The NHS spend on fractures could top £6bn by 2036, up from £2bn now.

A report from the National Osteoporosis Society found people are already suffering long delays in being diagnosed and face a “postcode lottery” in accessing care.

The growing number of older people means the issue could get worse unless action is taken, according to the study’s authors.

Based on current trends, the number of hospital admissions due to fractures will rise more than 50 per cent by 2036 to around 135,000 each year in the UK.

Among men, the figure is predicted to rise from 33,558 at present to 65,510 by 2036. And in women, admissions would jump from 58,778 to 69,390.

The number of bed days attributed to hip fractures could also rise sharply - possibly increasing by 100 per cent in England alone.

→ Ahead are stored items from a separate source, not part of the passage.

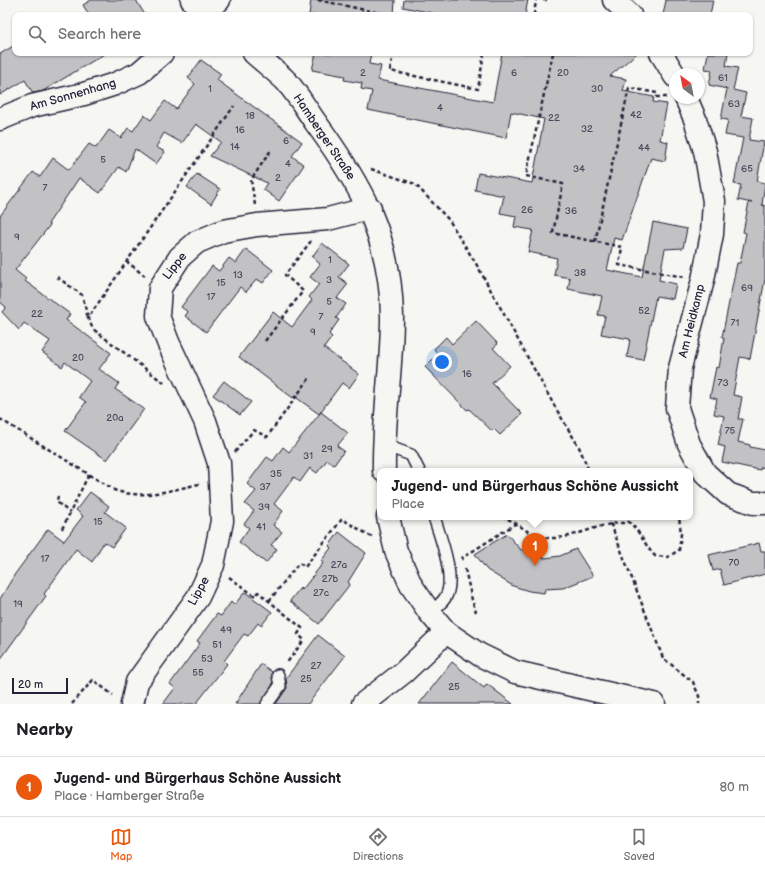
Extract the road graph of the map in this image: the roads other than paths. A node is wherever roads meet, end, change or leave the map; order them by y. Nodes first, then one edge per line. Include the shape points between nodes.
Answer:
1 (614, 0) edge
2 (627, 12) edge
3 (159, 56) edge
4 (257, 56) edge
5 (662, 56) edge
6 (669, 72) edge
7 (686, 104) edge
8 (0, 119) edge
9 (370, 208) junction
10 (384, 445) junction
11 (384, 468) edge
12 (418, 468) edge
13 (765, 503) edge
14 (389, 520) edge
15 (435, 520) edge
16 (430, 614) junction
17 (446, 632) junction
18 (278, 675) road end
19 (123, 700) edge
20 (267, 704) edge
21 (363, 704) edge
22 (654, 704) edge

1 - 2 street
3 - 8 street, Am Sonnenhang via 139,73 116,84 32,106
4 - 9 street, Hamberger Straße via 286,82 342,159
5 - 6 street, Am Heidkamp
7 - 13 street, Am Heidkamp via 695,119 705,151 714,201 712,234 680,368 677,408 688,444 705,473 728,494 753,503
9 - 10 street, Hamberger Straße via 383,248 390,290 391,348
9 - 19 street, Lippe via 328,219 257,225 223,232 197,242 180,256 160,288 158,316 205,421 220,471 222,521 213,565 198,597
10 - 11 street, Hamberger Straße
10 - 12 lane via 411,455
14 - 16 street via 396,551 411,586
15 - 16 lane via 450,573 446,597
16 - 17 street
17 - 21 street via 404,672
17 - 22 street via 480,655 515,672
18 - 20 lane via 280,686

The study points to “no consistent clinical guidance for the management of fracture risk across the UK, which has caused a postcode lottery”.

In addition, guidelines from the National Institute for Health and Clinical Excellence “are complex, inflexible and unethical”.

Experts say people are left to get worse before they can access good treatments while patients have to prove their osteoporosis has arisen “from one of a range of comparatively rare risk factors before they are given treatment”.

National Osteoporosis Society chief executive Claire Severgnini said: “The last 25 years has seen improvements but there are still too many people with fragile bones who are not receiving basic services and care.

“If someone has risk factors, like a parental history of hip fracture, or if they break a bone following a minor bump or fall, it should prompt a simple investigation and appropriate treatment.

“Service models exist which can save the NHS money by assessing patients and preventing costly broken bones.

“These simple solutions could drastically reduce suffering, save lives and cut costs for the NHS, yet people are being left to fracture again and again. It is astonishing that basic care is still not happening universally.”

A survey of more than 700 people with the condition found 22 per cent waited longer than five years for a diagnosis while a quarter were only identified following multiple fractures.

And despite having suffered a broken bone, 70 per cent said their health professional never discussed osteoporosis.

Eight per cent had to raise the subject before it was discussed.

A spokesperson for the Department of Health said: “Next month, to help drive action, the Department is holding a Falls and Fractures Summit with Age UK and the National Osteoporosis Society to address variation in the quality and availability of falls and fracture services locally.

“With an ageing population it’s vital we get services right for people with osteoporosis. Our reforms will help the NHS do this.”